PROBLEM TO WORK ON
What you return should match the records below exactly.

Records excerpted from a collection
━━━━━━━━

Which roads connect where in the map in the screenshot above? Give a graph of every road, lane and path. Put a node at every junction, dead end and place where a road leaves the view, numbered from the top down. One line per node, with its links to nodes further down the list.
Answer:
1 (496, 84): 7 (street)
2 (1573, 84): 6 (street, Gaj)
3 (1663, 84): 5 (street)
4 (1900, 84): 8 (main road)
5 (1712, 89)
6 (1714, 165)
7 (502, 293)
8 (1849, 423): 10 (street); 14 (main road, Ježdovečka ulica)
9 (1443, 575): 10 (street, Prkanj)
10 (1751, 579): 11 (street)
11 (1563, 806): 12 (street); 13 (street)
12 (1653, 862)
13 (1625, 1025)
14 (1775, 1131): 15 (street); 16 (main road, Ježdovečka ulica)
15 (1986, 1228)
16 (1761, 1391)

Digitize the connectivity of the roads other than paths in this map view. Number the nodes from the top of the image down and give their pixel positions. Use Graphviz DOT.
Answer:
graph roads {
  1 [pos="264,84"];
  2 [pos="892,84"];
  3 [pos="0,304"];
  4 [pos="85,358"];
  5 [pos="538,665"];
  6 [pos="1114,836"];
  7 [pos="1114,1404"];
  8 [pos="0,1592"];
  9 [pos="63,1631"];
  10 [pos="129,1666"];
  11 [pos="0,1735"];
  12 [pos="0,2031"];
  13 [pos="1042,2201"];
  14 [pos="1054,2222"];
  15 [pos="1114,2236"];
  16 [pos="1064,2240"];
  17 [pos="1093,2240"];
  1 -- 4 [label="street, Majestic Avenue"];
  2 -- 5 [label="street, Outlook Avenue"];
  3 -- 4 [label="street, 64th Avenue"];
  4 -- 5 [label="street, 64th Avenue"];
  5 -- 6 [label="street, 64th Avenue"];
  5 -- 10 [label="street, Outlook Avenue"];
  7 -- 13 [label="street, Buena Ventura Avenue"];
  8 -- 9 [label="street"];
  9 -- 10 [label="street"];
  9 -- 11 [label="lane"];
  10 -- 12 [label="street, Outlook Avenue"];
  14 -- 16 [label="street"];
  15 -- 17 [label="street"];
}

━━━━━━━━

EXERCISE OUTPUT
Which roads connect where in the map in the screenshot above? Give a graph of every road, lane and path. Put a node at every junction, dead end and place where a road leaves the view, numbered from the top down. One line per node, with its links to nodes further down the list.
Answer:
1 (496, 84): 7 (street)
2 (1573, 84): 6 (street, Gaj)
3 (1663, 84): 5 (street)
4 (1900, 84): 8 (main road)
5 (1712, 89)
6 (1714, 165)
7 (502, 293)
8 (1849, 423): 10 (street); 14 (main road, Ježdovečka ulica)
9 (1443, 575): 10 (street, Prkanj)
10 (1751, 579): 11 (street)
11 (1563, 806): 12 (street); 13 (street)
12 (1653, 862)
13 (1625, 1025)
14 (1775, 1131): 15 (street); 16 (main road, Ježdovečka ulica)
15 (1986, 1228)
16 (1761, 1391)

Digitize the connectivity of the roads other than paths in this map view. Number the nodes from the top of the image down and give their pixel positions. Use Graphviz DOT.
Answer:
graph roads {
  1 [pos="264,84"];
  2 [pos="892,84"];
  3 [pos="0,304"];
  4 [pos="85,358"];
  5 [pos="538,665"];
  6 [pos="1114,836"];
  7 [pos="1114,1404"];
  8 [pos="0,1592"];
  9 [pos="63,1631"];
  10 [pos="129,1666"];
  11 [pos="0,1735"];
  12 [pos="0,2031"];
  13 [pos="1042,2201"];
  14 [pos="1054,2222"];
  15 [pos="1114,2236"];
  16 [pos="1064,2240"];
  17 [pos="1093,2240"];
  1 -- 4 [label="street, Majestic Avenue"];
  2 -- 5 [label="street, Outlook Avenue"];
  3 -- 4 [label="street, 64th Avenue"];
  4 -- 5 [label="street, 64th Avenue"];
  5 -- 6 [label="street, 64th Avenue"];
  5 -- 10 [label="street, Outlook Avenue"];
  7 -- 13 [label="street, Buena Ventura Avenue"];
  8 -- 9 [label="street"];
  9 -- 10 [label="street"];
  9 -- 11 [label="lane"];
  10 -- 12 [label="street, Outlook Avenue"];
  14 -- 16 [label="street"];
  15 -- 17 [label="street"];
}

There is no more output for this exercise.